O fracasso da mídia em comunicar dados científicos
Pesquisas como a realizada na Universidade da Pensilvânia, na Universidade de Buffalo e na Universidade Estadual de Nova York, mostram que a mídia tem um grande impacto na desconfiança da população na ciência. Esta relação de causa e efeito decorre de várias dinâmicas:
- Grande parte da mídia aposta no sensacionalismo e no clickbait. Isso implica, por exemplo, que publiquem aspectos específicos e sensacionalistas sem incluir as explicações dos próprios cientistas.
- Também é comum que eles se limitem a publicar ou comentar pré-impressões científicas. Vamos ter em mente que um preprint é um manuscrito original de um autor que ainda não foi revisado por pares ou publicado. Devemos lembrar que a ciência é uma instituição na qual é necessário que especialistas revisem, analisem, comparem e critiquem o trabalho de outros por meio de avaliações por pares para chegar a novas conclusões.
- Por outro lado, quando surgem situações de crise, os meios de comunicação anseiam por novos dados e notícias diariamente. Os cientistas são, por um lado, obrigados a continuar fornecendo informações, enquanto a pressão competitiva aumenta em seu campo. A desconfiança na ciência é erguida diariamente quando a sociedade não recebe respostas rápidas para as suas perguntas e certezas para as suas preocupações.
Desconfiança na ciência e fontes não confiáveis disponíveis para todos
Carlos Elías é Professor de Jornalismo na Universidade Carlos III de Madrid.
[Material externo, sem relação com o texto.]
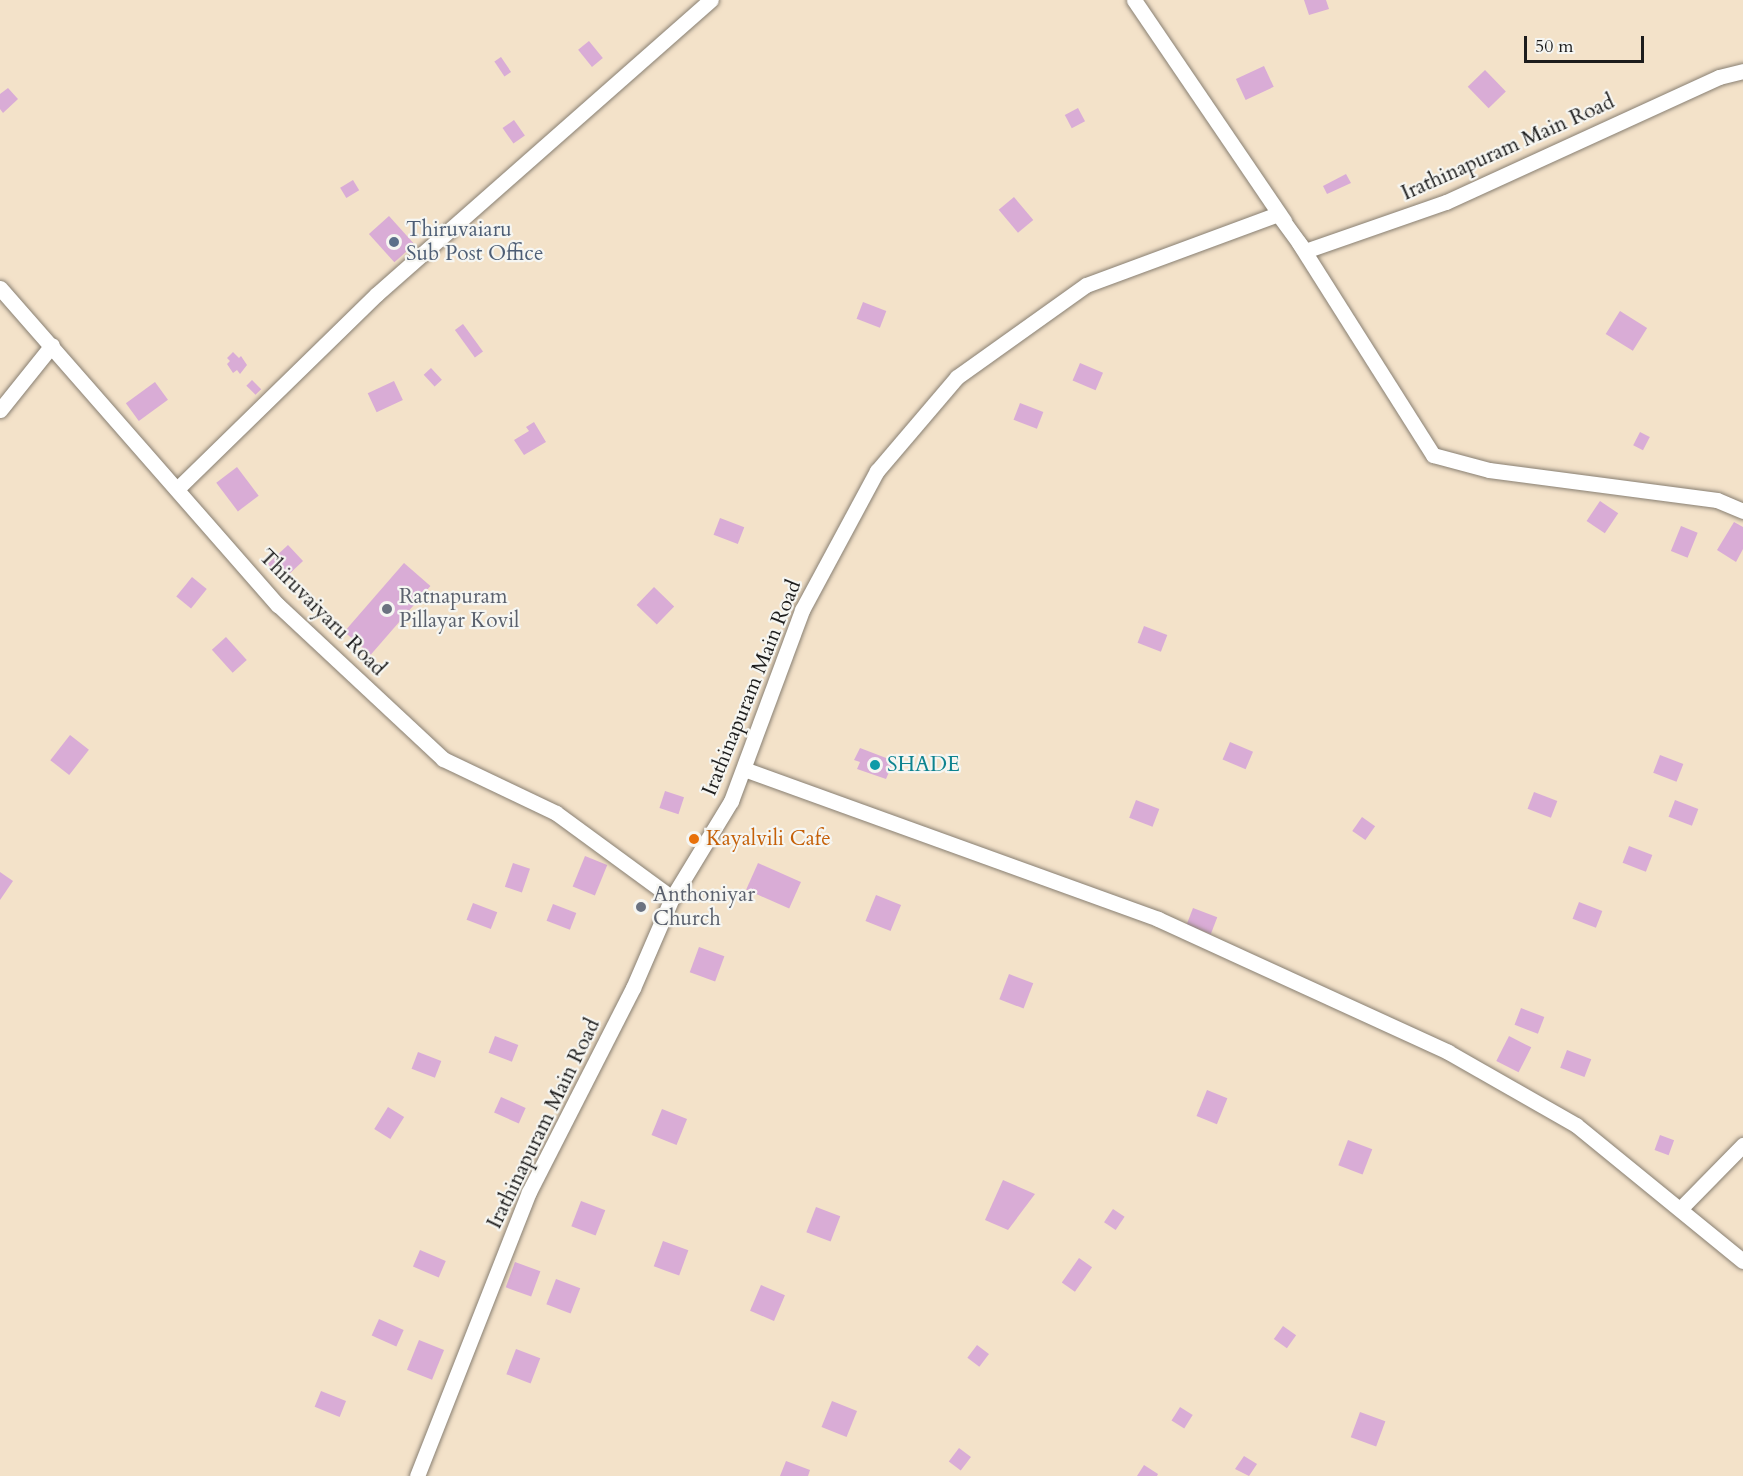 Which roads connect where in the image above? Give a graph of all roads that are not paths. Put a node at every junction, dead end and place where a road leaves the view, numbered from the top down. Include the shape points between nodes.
1 (711, 0) edge
2 (1134, 0) edge
3 (1743, 71) edge
4 (1294, 236) junction
5 (0, 288) edge
6 (52, 345) junction
7 (0, 410) edge
8 (177, 489) junction
9 (1743, 511) edge
10 (744, 769) junction
11 (672, 898) junction
12 (1743, 1145) edge
13 (1680, 1209) junction
14 (1743, 1261) edge
15 (417, 1476) edge

1 - 8 street via 378,294
2 - 4 street
3 - 4 street, Irathinapuram Main Road via 1719,77 1446,202 1305,250
4 - 9 street via 1433,455 1489,470 1717,500
4 - 10 street, Irathinapuram Main Road via 1278,214 1086,285 957,377 877,471 802,610
5 - 6 street, Thiruvaiyaru Road
6 - 7 street
6 - 8 street, Thiruvaiyaru Road
8 - 11 street, Thiruvaiyaru Road via 278,605 443,759 556,813
10 - 11 street, Irathinapuram Main Road via 731,801
10 - 13 street via 1158,919 1448,1052 1576,1125
11 - 15 street, Irathinapuram Main Road via 633,988 529,1192
12 - 13 street
13 - 14 street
Em um de seus últimos ensaios: Science on the Ropes: Decline of Scientific Culture in the Era of Fake News, ele analisa aspectos muito interessantes sobre a origem da atual desconfiança na ciência.
Fatores como a irracionalidade dos meios de comunicação descritos acima, o impacto das redes sociais e o fato de viver na era das fake news condensam um clima social de grande deterioração para o progresso e a ciência. Não podemos negar isso. Navegamos em um mundo no qual muitos têm como certo que a origem da pandemia está nas redes 5G. Além disso, dizem que nas vacinas existem pequenos chips para nos controlar.
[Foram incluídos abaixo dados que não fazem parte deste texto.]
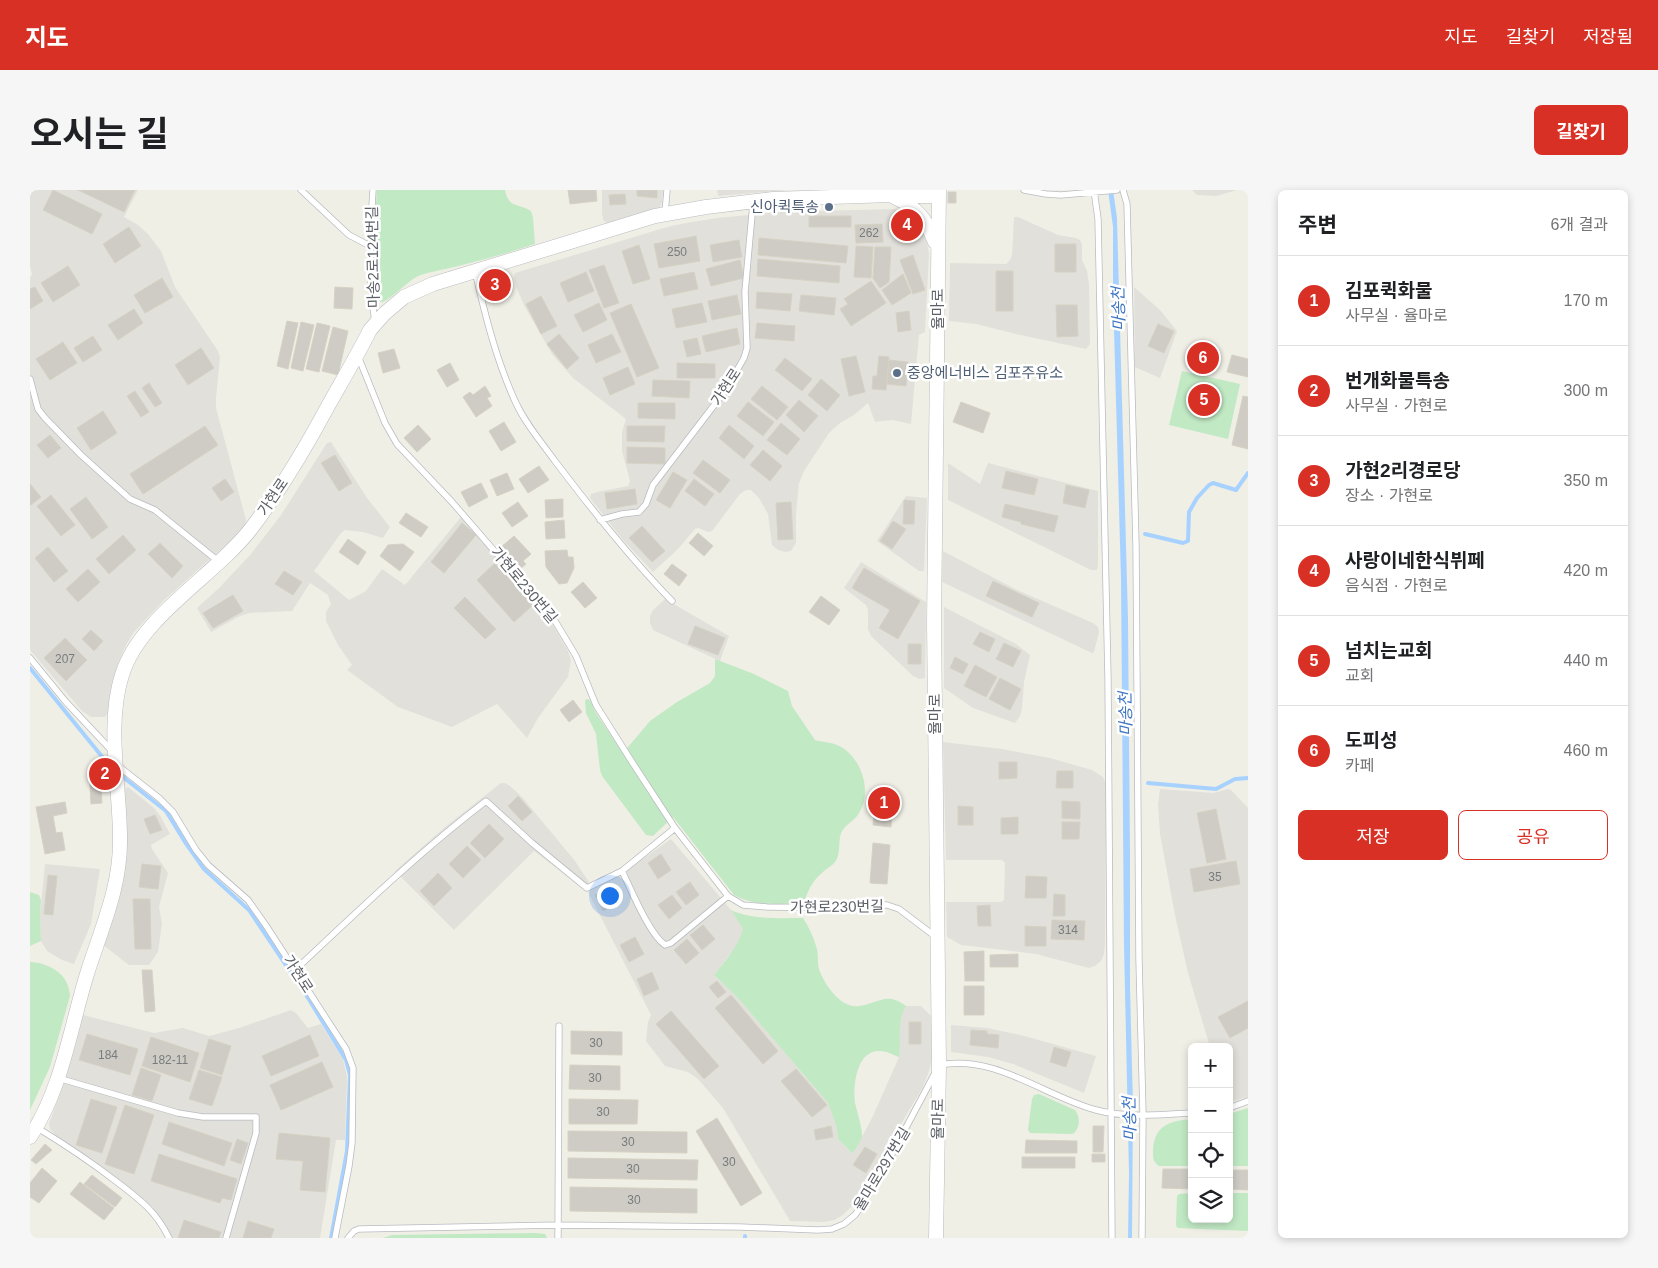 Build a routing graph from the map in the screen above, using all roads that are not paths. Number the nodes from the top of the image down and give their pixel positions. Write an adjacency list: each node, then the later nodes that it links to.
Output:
1 (301, 190): 13 (lane)
2 (373, 190): 13 (lane, 마송2로124번길)
3 (667, 190): 12 (lane)
4 (906, 190): 10 (street)
5 (1024, 190): 8 (lane)
6 (1117, 190): 8 (lane)
7 (1123, 190): 37 (lane)
8 (1096, 192): 36 (lane)
9 (939, 193): 10 (street, 가현로); 14 (street, 율마로)
10 (891, 195): 11 (street, 가현로); 14 (street)
11 (753, 202): 12 (street, 가현로); 20 (lane, 가현로)
12 (665, 214): 15 (street, 가현로)
13 (370, 246): 16 (lane, 마송2로124번길)
14 (938, 249): 28 (street, 율마로)
15 (475, 271): 16 (street, 가현로); 20 (lane)
16 (375, 324): 17 (street, 가현로)
17 (357, 355): 21 (street, 가현로); 25 (lane, 가현로230번길)
18 (30, 379): 19 (lane)
19 (32, 400): 21 (lane)
20 (600, 520): 22 (lane)
21 (220, 563): 24 (street, 가현로)
22 (672, 601)
23 (30, 658): 24 (lane, 가현로)
24 (116, 759): 29 (lane, 가현로); 32 (street, 가현로)
25 (675, 828): 26 (lane); 27 (lane, 가현로230번길)
26 (622, 871): 27 (lane); 29 (lane)
27 (728, 896): 28 (lane, 가현로230번길)
28 (938, 938): 31 (street, 율마로)
29 (295, 970): 42 (lane, 가현로)
30 (559, 1026): 39 (lane)
31 (939, 1065): 36 (lane); 39 (lane, 율마로297번길); 45 (street, 율마로)
32 (58, 1078): 38 (street, 가현로); 41 (lane)
33 (1248, 1101): 34 (lane)
34 (1233, 1107)
35 (1188, 1112): 37 (lane)
36 (1113, 1114): 37 (lane); 46 (lane)
37 (1143, 1114): 47 (lane)
38 (33, 1132): 40 (lane)
39 (558, 1225): 43 (lane, 율마로297번길); 44 (lane)
40 (169, 1238)
41 (226, 1238)
42 (335, 1238)
43 (348, 1238)
44 (558, 1238)
45 (936, 1238)
46 (1112, 1238)
47 (1142, 1238)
Nesse universo digital em que nos movemos, a informação viaja muito rápido e a ciência, por sua vez, tem sua velocidade e imperfeição. A sociedade tem todo o direito de ser crítica, é verdade, mas também tem o direito de buscar informações em fontes confiáveis, e a mídia deve nos ajudar nesse sentido.
A ciência pode se sair muito mal perante a sociedade se não formos capazes de fornecer informações verdadeiras, calmas, contextualizadas e bem explicadas. A mídia tem uma grande responsabilidade.